Pourquoi est-ce que je le fais ? Les Japonais, dans le monde industriel, appellent cela le genshi genbutsu [littéralement «le lieu réel, la chose réelle», méthode consistant à remplacer les réunions de cadres par des discussions en situation, dans les ateliers avec les ouvriers qui font part de leur point de vue sur telle ou telle opération de fabrication] : en étant sur le terrain, on sent les choses, on voit les choses différemment, on parle aux personnes, les personnes s’ouvrent… Cela nous permet de comparer ce que l’on croit et ce que l’on voit, et ça c’est fondamental. Dans tous les livres que j’ai écrits, que ce soit sur le Kosovo, la Serbie, l’Ukraine ou les Etats-Unis, je suis toujours allé sur place pour m’imprégner de la culture et de la pensée locales.

De plus, que ce soit au Kosovo ou au Donbass, j’ai toujours associé ces études du terrain avec l’aide humanitaire car il m’est très difficile de voir la misère qu’entraînent la guerre et l’ingérence de puissances étrangères et de regarder cela comme simple témoin. Je pense qu’on a encore la chance, en Occident, de récolter quelques fonds et d’aider ces personnes-là qui souffrent.

On les aide donc de deux manières : tout d’abord en leur apportant un soutien immédiat, par exemple en donnant de la nourriture aux familles ou en permettant aux médecins d’opérer avec des systèmes de climatisation ; en même temps, ils sont très heureux de voir qu’en France et en Europe de l’Ouest, on est solidaire, qu’on ne les abandonne pas et qu’on veut la paix.

C’est la paix qui nous importe. Nous n’avons jamais demandé aux personnes que nous aidons si elles étaient pro-Kiev ou pro-Moscou, orthodoxes, catholiques ou athées : on aide des personnes qui sont en zone de guerre. On aide des personnes qui souffrent ; quitte à être sur place, autant faire un petit peu quelque chose d’utile pour elles, ne pas être juste de simples témoins.

La rage de poursuivre la vie et de la prendre à bras-le-corps. Voilà ce que j’ai ressenti à Donetsk.

RT : Quel est l’état d’esprit des gens sur place ?

NM : J’ai senti qu’il y avait parmi les personnes que j’ai rencontrées l’envie que la guerre se termine, bien évidemment. N’oublions pas que ces personnes subissent cette guerre depuis neuf ans. On n’en parle pas mais il n’en demeure pas moins que cette guerre fait rage dans le Donbass, donc les gens veulent que ça se termine.
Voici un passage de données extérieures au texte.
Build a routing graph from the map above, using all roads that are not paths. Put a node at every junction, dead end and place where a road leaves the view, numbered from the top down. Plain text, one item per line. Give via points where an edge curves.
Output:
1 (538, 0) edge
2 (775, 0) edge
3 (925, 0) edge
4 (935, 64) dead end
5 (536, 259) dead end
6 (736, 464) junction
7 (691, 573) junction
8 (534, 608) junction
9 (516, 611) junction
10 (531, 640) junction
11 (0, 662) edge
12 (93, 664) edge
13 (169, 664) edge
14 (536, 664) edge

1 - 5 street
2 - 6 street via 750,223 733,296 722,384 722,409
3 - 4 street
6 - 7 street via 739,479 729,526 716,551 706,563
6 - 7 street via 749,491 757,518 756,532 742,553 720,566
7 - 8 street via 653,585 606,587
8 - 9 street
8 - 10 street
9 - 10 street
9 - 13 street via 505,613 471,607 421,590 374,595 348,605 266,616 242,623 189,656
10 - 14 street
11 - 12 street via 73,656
En revanche ils sont résignés, ils ne veulent pas que ça se termine à n’importe quel prix. Je pense que c’est quelque chose qui est extrêmement important à prendre en compte. On voit que la République populaire de Donetsk est une réalité pour ces personnes-là, elles ne feront pas marche arrière, ce sera très difficile. Naturellement, c’est difficile de faire la paix avec un camp en face qui vous bombarde depuis plusieurs années, et c’est vrai quel que soit le côté bombardé. Je les ai sentis résignés.
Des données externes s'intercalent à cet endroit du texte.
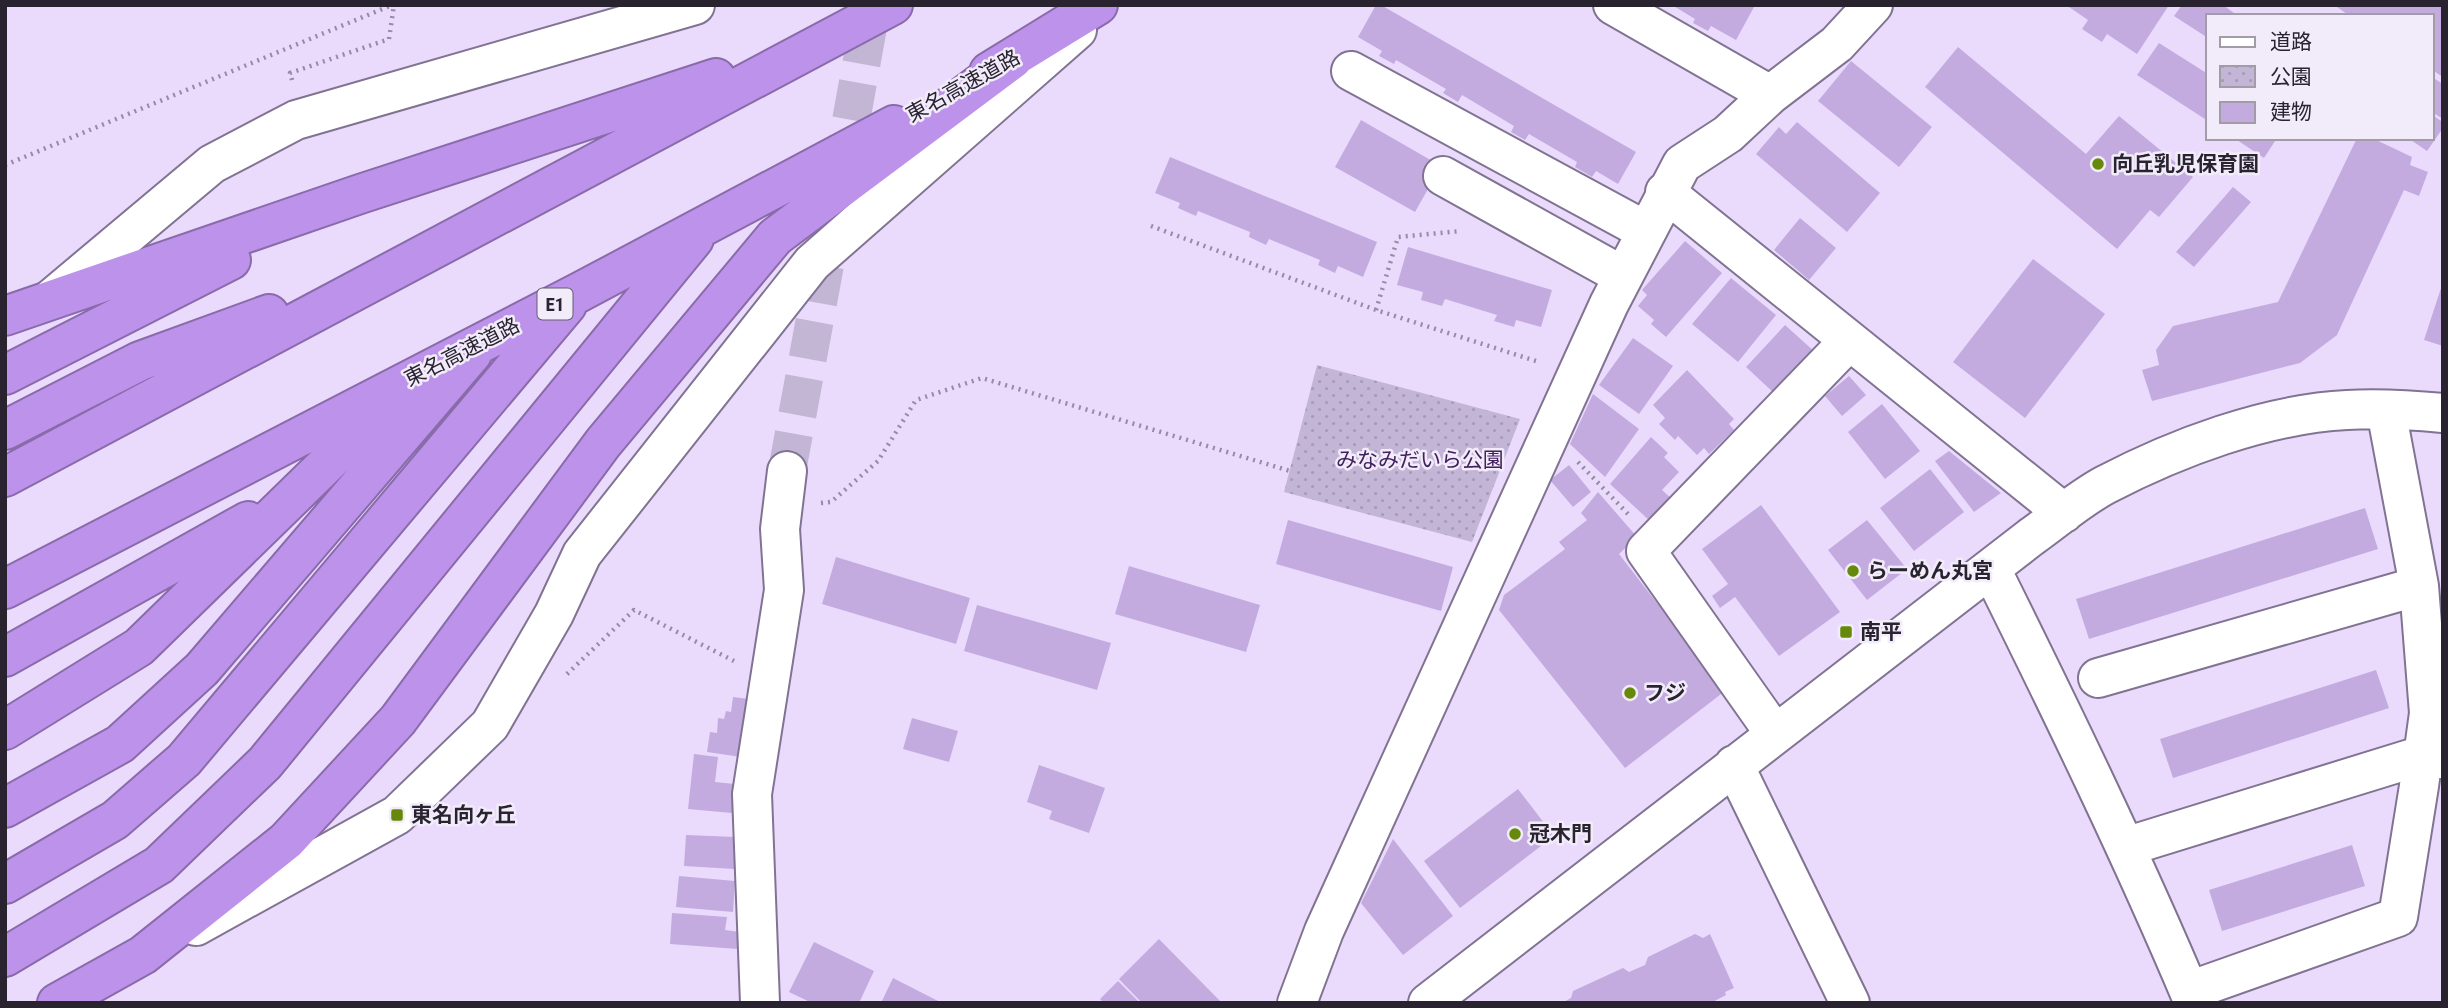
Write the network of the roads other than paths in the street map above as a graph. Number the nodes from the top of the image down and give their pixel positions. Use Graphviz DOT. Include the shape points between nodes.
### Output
graph roads {
  1 [pos="695,5"];
  2 [pos="893,5"];
  3 [pos="1098,5"];
  4 [pos="1105,5"];
  5 [pos="1613,5"];
  6 [pos="1873,5"];
  7 [pos="824,43"];
  8 [pos="1013,59"];
  9 [pos="1351,71"];
  10 [pos="1769,94"];
  11 [pos="1443,176"];
  12 [pos="1665,192"];
  13 [pos="360,194"];
  14 [pos="704,226"];
  15 [pos="1646,231"];
  16 [pos="398,268"];
  17 [pos="1623,276"];
  18 [pos="578,293"];
  19 [pos="47,303"];
  20 [pos="5,316"];
  21 [pos="485,340"];
  22 [pos="1849,341"];
  23 [pos="5,375"];
  24 [pos="418,375"];
  25 [pos="2386,410"];
  26 [pos="2443,412"];
  27 [pos="5,430"];
  28 [pos="5,477"];
  29 [pos="785,489"];
  30 [pos="293,496"];
  31 [pos="2064,513"];
  32 [pos="1991,569"];
  33 [pos="2419,586"];
  34 [pos="5,589"];
  35 [pos="5,657"];
  36 [pos="2098,678"];
  37 [pos="5,730"];
  38 [pos="1774,734"];
  39 [pos="2433,757"];
  40 [pos="1734,765"];
  41 [pos="5,808"];
  42 [pos="2125,847"];
  43 [pos="5,884"];
  44 [pos="143,955"];
  45 [pos="5,957"];
  46 [pos="2192,997"];
  47 [pos="57,1003"];
  48 [pos="760,1003"];
  49 [pos="1297,1003"];
  50 [pos="1428,1003"];
  51 [pos="1850,1003"];
  1 -- 19 [label="street" via="296,120 212,163"];
  2 -- 7 [label="highway"];
  3 -- 8 [label="highway, 東名高速道路 / E1"];
  4 -- 44 [label="street" via="812,263 582,554 491,725 397,816"];
  5 -- 10 [label="street"];
  6 -- 10 [label="street" via="1836,44"];
  7 -- 13 [label="highway"];
  7 -- 16 [label="highway"];
  8 -- 14 [label="highway, 東名高速道路 / E1"];
  8 -- 44 [label="highway" via="775,237 603,443 398,720 286,841"];
  9 -- 15 [label="street"];
  10 -- 12 [label="street" via="1728,134 1682,163"];
  11 -- 17 [label="street"];
  12 -- 15 [label="street"];
  12 -- 22 [label="street"];
  13 -- 19 [label="highway"];
  13 -- 23 [label="highway"];
  14 -- 18 [label="highway, 東名高速道路 / E1"];
  14 -- 45 [label="highway" via="265,763 159,865"];
  15 -- 17 [label="street"];
  16 -- 27 [label="highway" via="140,361"];
  16 -- 28 [label="highway"];
  17 -- 49 [label="street" via="1324,931"];
  18 -- 21 [label="highway, 東名高速道路 / E1"];
  18 -- 43 [label="highway" via="184,760 115,820"];
  19 -- 20 [label="highway"];
  21 -- 24 [label="highway, 東名高速道路 / E1"];
  21 -- 41 [label="highway" via="202,669 120,744"];
  22 -- 31 [label="street"];
  22 -- 38 [label="street" via="1646,551"];
  24 -- 30 [label="highway"];
  24 -- 34 [label="highway, 東名高速道路 / E1"];
  25 -- 26 [label="street"];
  25 -- 31 [label="street" via="2300,416 2171,453 2103,486"];
  25 -- 33 [label="street"];
  29 -- 48 [label="street" via="780,529 784,590 752,794"];
  30 -- 35 [label="highway"];
  30 -- 37 [label="highway" via="139,647"];
  31 -- 32 [label="street"];
  32 -- 38 [label="street"];
  32 -- 42 [label="street"];
  33 -- 36 [label="street"];
  33 -- 39 [label="street"];
  38 -- 40 [label="street"];
  39 -- 42 [label="street"];
  39 -- 46 [label="street" via="2398,917"];
  40 -- 50 [label="street"];
  40 -- 51 [label="street"];
  42 -- 46 [label="street"];
  44 -- 47 [label="highway"];
}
Ils ne veulent pas que la guerre se termine à n’importe quel prix.

J’étais très surpris de voir le nombre de bâtiments dans les villes et villages qui étaient reconstruits, donc il y a vraiment la volonté d’effacer les stigmates de la guerre et de poursuivre une vie normale, sans se contenter d’attendre la fin de la guerre pour se reconstruire. Il y a un acharnement à survivre et à se reconstruire. A Volnovakha notamment, qui a été le théâtre d’importants combats l’année dernière, causant la destruction de la moitié de la ville, on a reconstruit l’hôpital. C’est une chose que vous ne faites pas si vous n’avez pas la rage de vaincre, la rage de poursuivre la vie et de la prendre à bras-le-corps.
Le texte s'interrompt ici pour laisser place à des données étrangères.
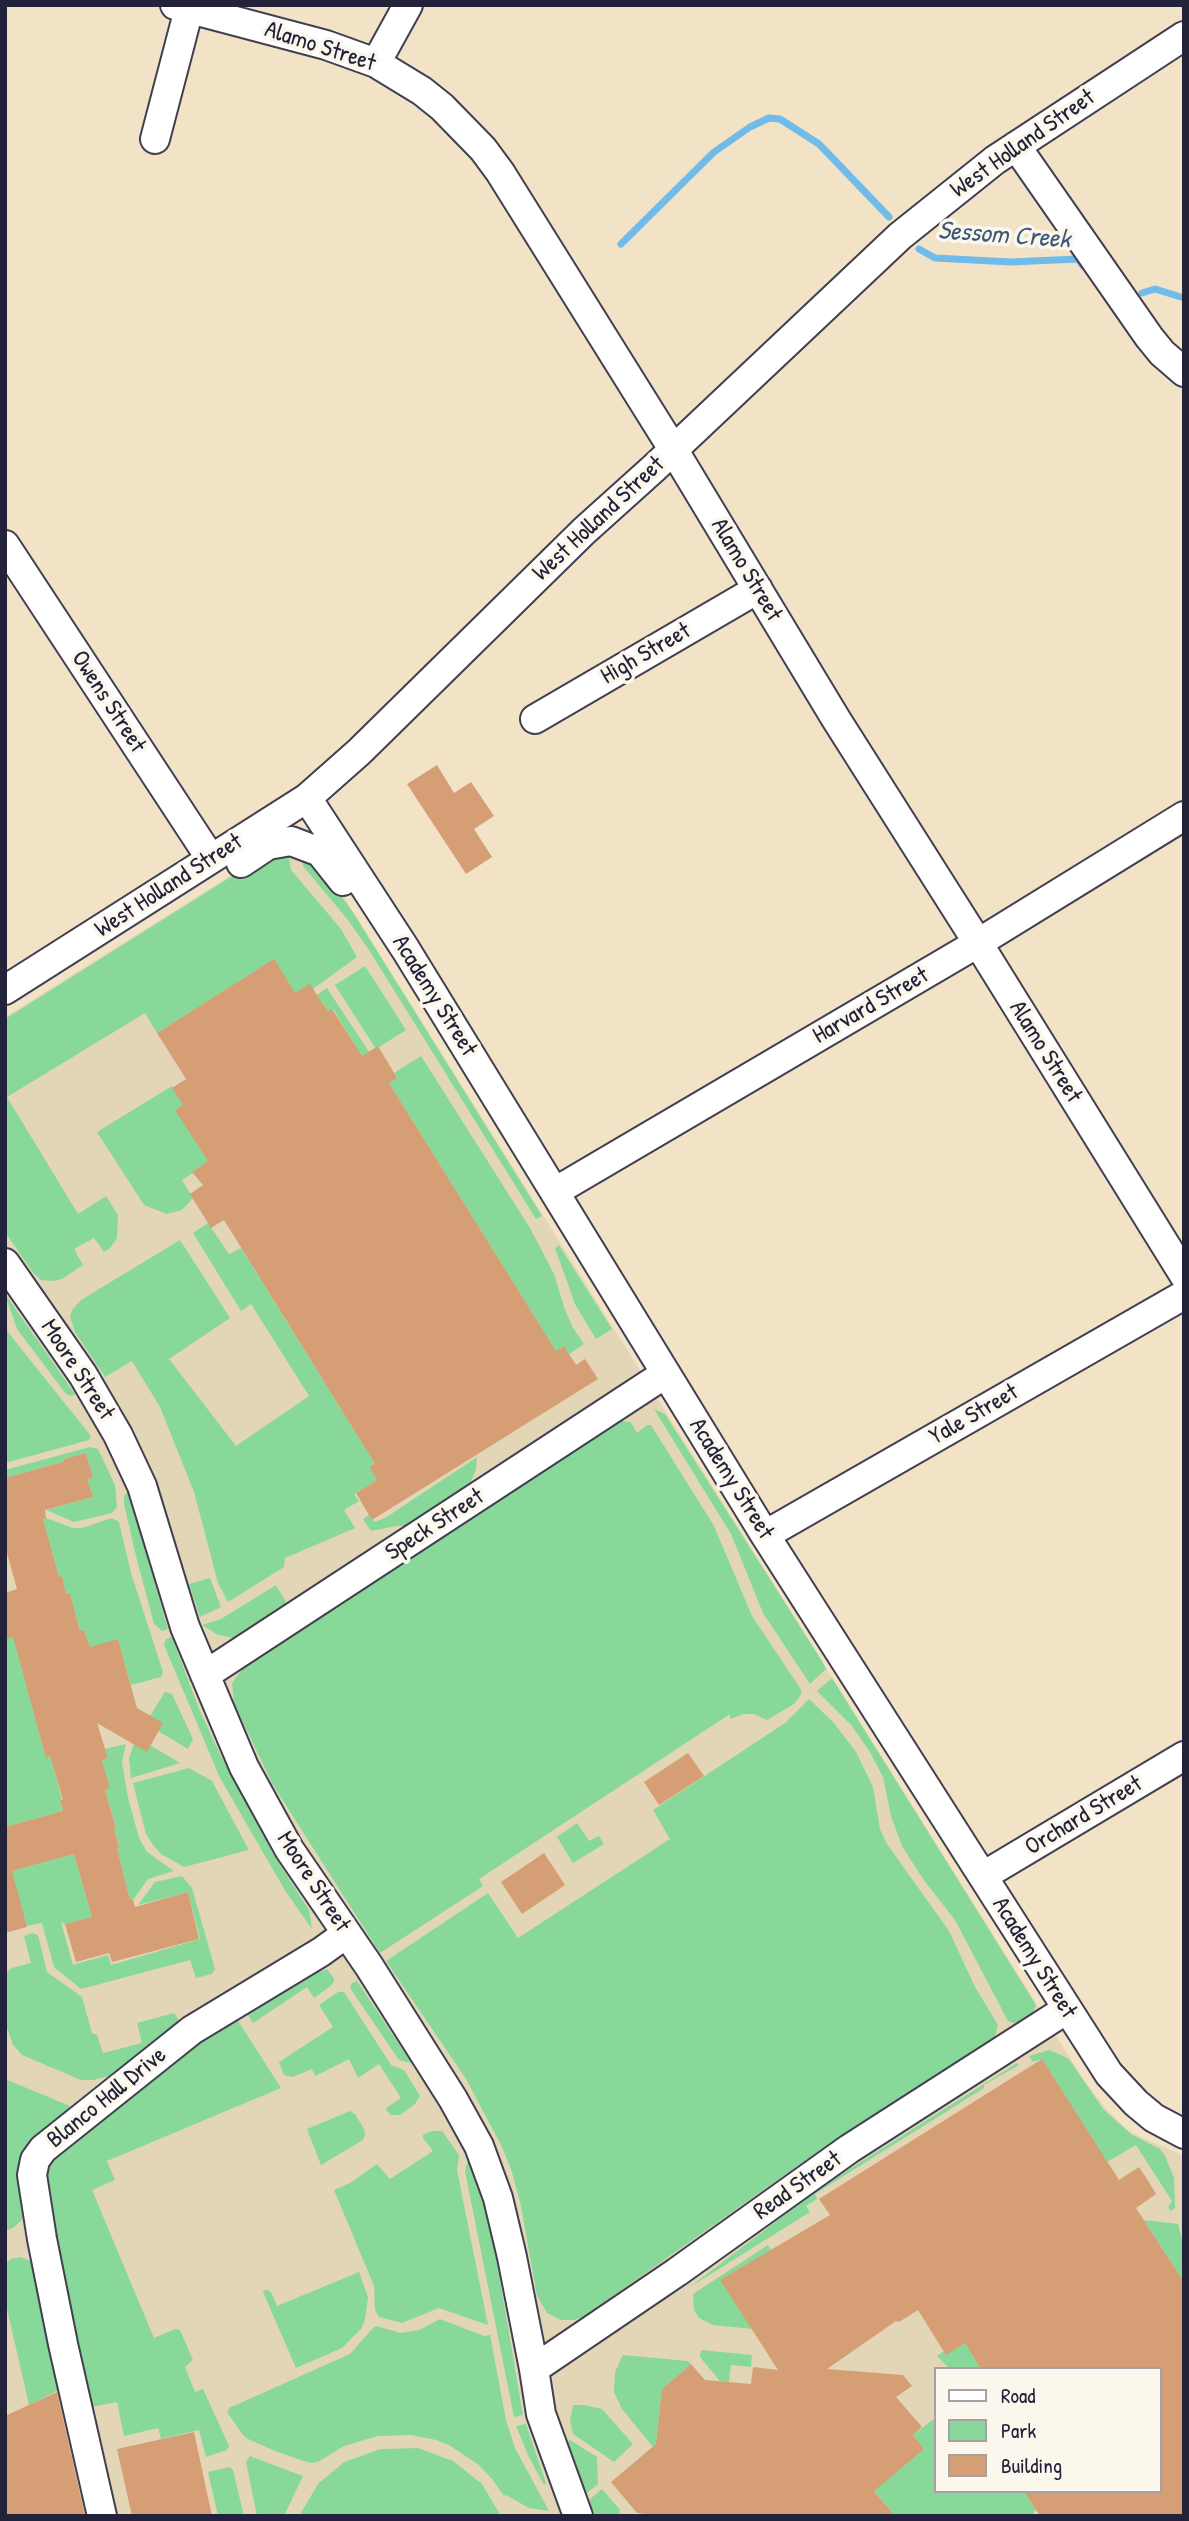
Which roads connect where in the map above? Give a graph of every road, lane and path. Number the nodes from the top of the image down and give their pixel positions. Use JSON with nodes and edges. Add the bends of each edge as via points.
{"nodes":[{"id":1,"x":408,"y":5,"type":"edge"},
{"id":2,"x":182,"y":7,"type":"edge"},
{"id":3,"x":1184,"y":36,"type":"edge"},
{"id":4,"x":376,"y":62,"type":"junction"},
{"id":5,"x":155,"y":139,"type":"dead end"},
{"id":6,"x":1016,"y":146,"type":"junction"},
{"id":7,"x":1184,"y":372,"type":"edge"},
{"id":8,"x":673,"y":449,"type":"junction"},
{"id":9,"x":5,"y":546,"type":"edge"},
{"id":10,"x":758,"y":590,"type":"junction"},
{"id":11,"x":535,"y":719,"type":"dead end"},
{"id":12,"x":307,"y":798,"type":"junction"},
{"id":13,"x":1184,"y":817,"type":"edge"},
{"id":14,"x":203,"y":865,"type":"junction"},
{"id":15,"x":366,"y":889,"type":"junction"},
{"id":16,"x":978,"y":943,"type":"junction"},
{"id":17,"x":5,"y":990,"type":"edge"},
{"id":18,"x":556,"y":1191,"type":"junction"},
{"id":19,"x":5,"y":1263,"type":"edge"},
{"id":20,"x":1184,"y":1275,"type":"edge"},
{"id":21,"x":1184,"y":1295,"type":"edge"},
{"id":22,"x":665,"y":1374,"type":"junction"},
{"id":23,"x":765,"y":1535,"type":"junction"},
{"id":24,"x":205,"y":1675,"type":"junction"},
{"id":25,"x":1184,"y":1756,"type":"edge"},
{"id":26,"x":983,"y":1876,"type":"junction"},
{"id":27,"x":346,"y":1934,"type":"junction"},
{"id":28,"x":1067,"y":2009,"type":"junction"},
{"id":29,"x":1184,"y":2134,"type":"edge"},
{"id":30,"x":534,"y":2370,"type":"junction"},
{"id":31,"x":103,"y":2516,"type":"edge"},
{"id":32,"x":578,"y":2516,"type":"edge"}],
"edges":[{"from":1,"to":4,"type":"street"},
{"from":2,"to":4,"type":"street","name":"Alamo Street"},
{"from":2,"to":5,"type":"street","name":"Alamo Street"},
{"from":3,"to":6,"type":"street","name":"West Holland Street"},
{"from":4,"to":8,"type":"street","name":"Alamo Street","via":[[442,107],[483,149]]},
{"from":6,"to":7,"type":"street","via":[[1149,337]]},
{"from":6,"to":8,"type":"street","name":"West Holland Street","via":[[900,236]]},
{"from":8,"to":10,"type":"street","name":"Alamo Street"},
{"from":8,"to":12,"type":"street","name":"West Holland Street"},
{"from":9,"to":14,"type":"street","name":"Owens Street"},
{"from":10,"to":11,"type":"street","name":"High Street"},
{"from":10,"to":16,"type":"street","name":"Alamo Street"},
{"from":12,"to":14,"type":"street","name":"West Holland Street"},
{"from":12,"to":15,"type":"street","name":"Academy Street"},
{"from":13,"to":16,"type":"street","name":"Harvard Street"},
{"from":14,"to":15,"type":"street","via":[[218,871],[234,867],[268,845],[291,841],[320,852],[344,881]]},
{"from":14,"to":17,"type":"street","name":"West Holland Street"},
{"from":15,"to":18,"type":"street","name":"Academy Street"},
{"from":16,"to":18,"type":"street","name":"Harvard Street"},
{"from":16,"to":20,"type":"street","name":"Alamo Street"},
{"from":18,"to":22,"type":"street","name":"Academy Street"},
{"from":19,"to":24,"type":"street","name":"Moore Street","via":[[83,1375],[118,1435],[142,1486],[185,1628]]},
{"from":21,"to":23,"type":"street","name":"Yale Street"},
{"from":22,"to":23,"type":"street","name":"Academy Street"},
{"from":22,"to":24,"type":"street","name":"Speck Street"},
{"from":23,"to":26,"type":"street","name":"Academy Street"},
{"from":24,"to":27,"type":"street","name":"Moore Street","via":[[261,1799]]},
{"from":25,"to":26,"type":"street","name":"Orchard Street"},
{"from":26,"to":28,"type":"street","name":"Academy Street"},
{"from":27,"to":30,"type":"street","name":"Moore Street","via":[[479,2146],[498,2198]]},
{"from":27,"to":31,"type":"street","name":"Blanco Hall Drive","via":[[192,2030],[52,2141],[35,2160],[32,2175],[42,2239]]},
{"from":28,"to":29,"type":"street","name":"Academy Street","via":[[1120,2088],[1154,2118]]},
{"from":28,"to":30,"type":"street","name":"Read Street","via":[[849,2149]]},
{"from":30,"to":32,"type":"street","name":"Moore Street","via":[[541,2414]]}]}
Voilà ce que j’ai ressenti à Donetsk. J’y ai vu beaucoup de jeunes gens – preuve que tous ne sont pas mobilisés sur le front – et de jeunes filles, d’étudiants habités par cette aspiration viscérale. Si on n’entendait pas des bombardements de temps en temps, on aurait pu se croire dans n’importe quelle ville européenne normale. Malgré la poursuite des bombardements et le danger à Donetsk, c’est la grande surprise de cette année, en comparaison de l’année dernière où il y avait encore beaucoup d’inquiétudes quant à la situation.